ASSIGNED TASK: Your answer should be the lines of the data below that contain "main".

★ ★ ★ ★ ★

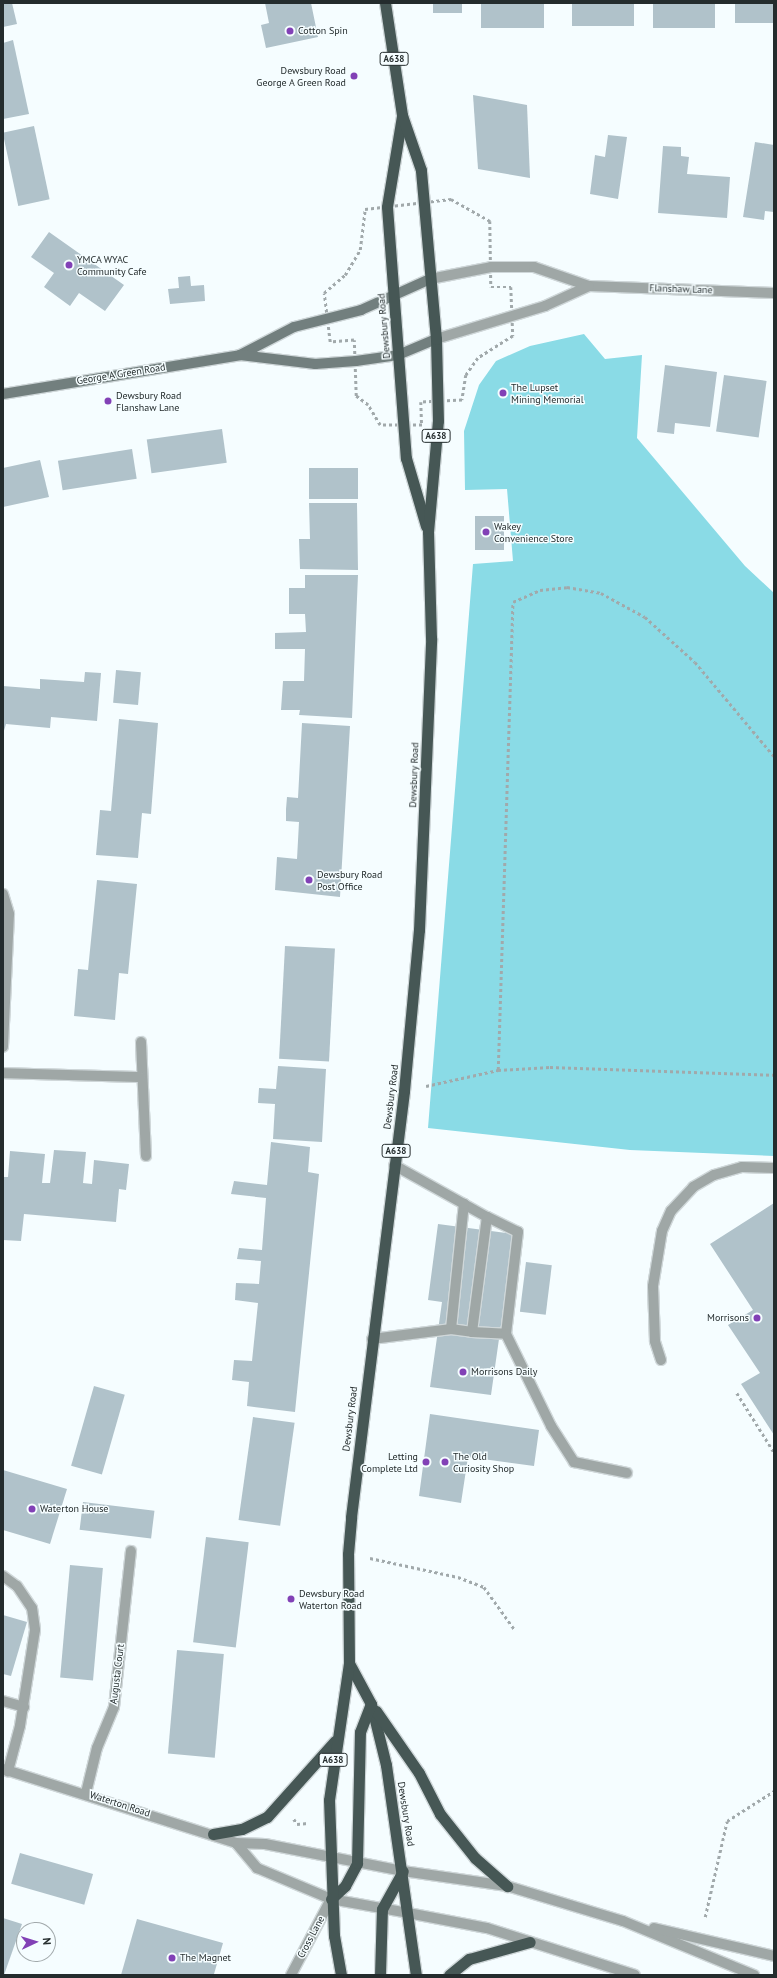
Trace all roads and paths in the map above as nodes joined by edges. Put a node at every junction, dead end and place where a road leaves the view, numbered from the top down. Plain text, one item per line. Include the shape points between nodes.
1 (385, 3) edge
2 (402, 115) junction
3 (430, 278) junction
4 (589, 286) junction
5 (774, 294) edge
6 (393, 298) junction
7 (436, 339) junction
8 (240, 355) junction
9 (398, 355) junction
10 (4, 391) edge
11 (428, 532) junction
12 (774, 756) edge
13 (3, 894) edge
14 (141, 1042) dead end
15 (3, 1047) edge
16 (498, 1070) junction
17 (3, 1073) edge
18 (774, 1075) edge
19 (141, 1077) junction
20 (404, 1091) junction
21 (146, 1156) dead end
22 (394, 1165) junction
23 (774, 1168) edge
24 (464, 1204) junction
25 (487, 1217) junction
26 (451, 1329) junction
27 (472, 1332) junction
28 (506, 1334) junction
29 (372, 1339) junction
30 (661, 1360) dead end
31 (737, 1393) dead end
32 (774, 1452) edge
33 (627, 1473) dead end
34 (131, 1551) dead end
35 (348, 1554) junction
36 (3, 1576) edge
37 (515, 1630) dead end
38 (349, 1663) junction
39 (3, 1700) edge
40 (371, 1704) junction
41 (24, 1707) junction
42 (335, 1741) junction
43 (6, 1770) edge
44 (774, 1791) edge
45 (86, 1793) junction
46 (214, 1834) junction
47 (236, 1844) junction
48 (329, 1857) junction
49 (357, 1863) junction
50 (403, 1871) junction
51 (507, 1886) junction
52 (331, 1899) junction
53 (382, 1909) junction
54 (408, 1913) junction
55 (623, 1921) junction
56 (700, 1939) junction
57 (530, 1942) junction
58 (774, 1956) edge
59 (291, 1975) edge
60 (341, 1975) edge
61 (380, 1975) edge
62 (416, 1975) edge
63 (449, 1975) edge
64 (634, 1975) edge
65 (754, 1975) edge

1 - 2 highway, Dewsbury Road / A638
2 - 3 highway, Dewsbury Road / A638 via 421,170
2 - 6 highway, Dewsbury Road / A638 via 388,195
3 - 4 street, Flanshaw Lane via 491,267 534,267
3 - 6 main road, George A Green Road
3 - 7 highway, Dewsbury Road / A638
4 - 5 street, Flanshaw Lane
4 - 7 street, Flanshaw Lane via 545,306
6 - 8 main road, George A Green Road via 294,327
6 - 9 highway, Dewsbury Road / A638
7 - 9 main road, George A Green Road
7 - 11 highway, Dewsbury Road / A638 via 438,421
8 - 9 main road, George A Green Road via 315,364
8 - 10 main road, George A Green Road
9 - 11 highway, Dewsbury Road / A638 via 406,458
11 - 20 highway, Dewsbury Road / A638 via 431,638 427,766 419,930
12 - 16 path via 695,662 645,617 601,593 567,587 540,590 513,602
13 - 15 street via 9,914
14 - 19 street
16 - 18 path via 550,1067
16 - 20 path
17 - 19 street
19 - 21 street
20 - 22 highway, Dewsbury Road / A638
22 - 24 street
22 - 29 highway, Dewsbury Road / A638
23 - 30 street via 742,1167 714,1175 693,1187 671,1211 662,1231 653,1286 654,1341
24 - 25 street
24 - 26 street
25 - 27 street
25 - 28 street via 518,1232
26 - 27 street
26 - 29 street
27 - 28 street
28 - 33 street via 551,1426 574,1462
29 - 35 highway, Dewsbury Road / A638
31 - 32 path
34 - 45 street, Augusta Court via 114,1707 97,1748
35 - 37 path via 458,1577 484,1587
35 - 38 highway, Dewsbury Road / A638
36 - 41 street via 17,1586 34,1617
38 - 40 highway, Dewsbury Road / A638
38 - 42 highway, Dewsbury Road / A638
39 - 41 street
40 - 49 highway via 360,1732
40 - 50 highway, Dewsbury Road / A638 via 386,1765
40 - 51 highway via 419,1773 440,1814 475,1858
41 - 43 street
42 - 46 highway via 267,1817 242,1829
42 - 48 highway, Dewsbury Road / A638 via 328,1800
43 - 45 street, Waterton Road
44 - 56 path via 727,1821
45 - 46 street, Waterton Road
46 - 47 street, Waterton Road
47 - 48 street, Waterton Road via 265,1844
47 - 52 street, Waterton Road via 257,1868
48 - 49 street, Waterton Road
48 - 52 highway, Dewsbury Road / A638
49 - 50 street, Waterton Road
49 - 52 highway via 345,1886
50 - 51 street, Waterton Road
50 - 53 highway
50 - 54 highway, Dewsbury Road / A638
51 - 55 street, Waterton Road
52 - 53 street, Waterton Road
52 - 59 street, Cross Lane
52 - 60 highway, Dewsbury Road / A638
53 - 54 street, Waterton Road
53 - 61 highway
54 - 57 street, Waterton Road via 487,1928
54 - 62 highway, Dewsbury Road / A638
55 - 56 street
55 - 65 street
56 - 58 street
57 - 63 highway via 469,1959
57 - 64 street, Waterton Road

★ ★ ★ ★ ★

COMPLETED EXERCISE:
3 - 6 main road, George A Green Road
6 - 8 main road, George A Green Road via 294,327
7 - 9 main road, George A Green Road
8 - 9 main road, George A Green Road via 315,364
8 - 10 main road, George A Green Road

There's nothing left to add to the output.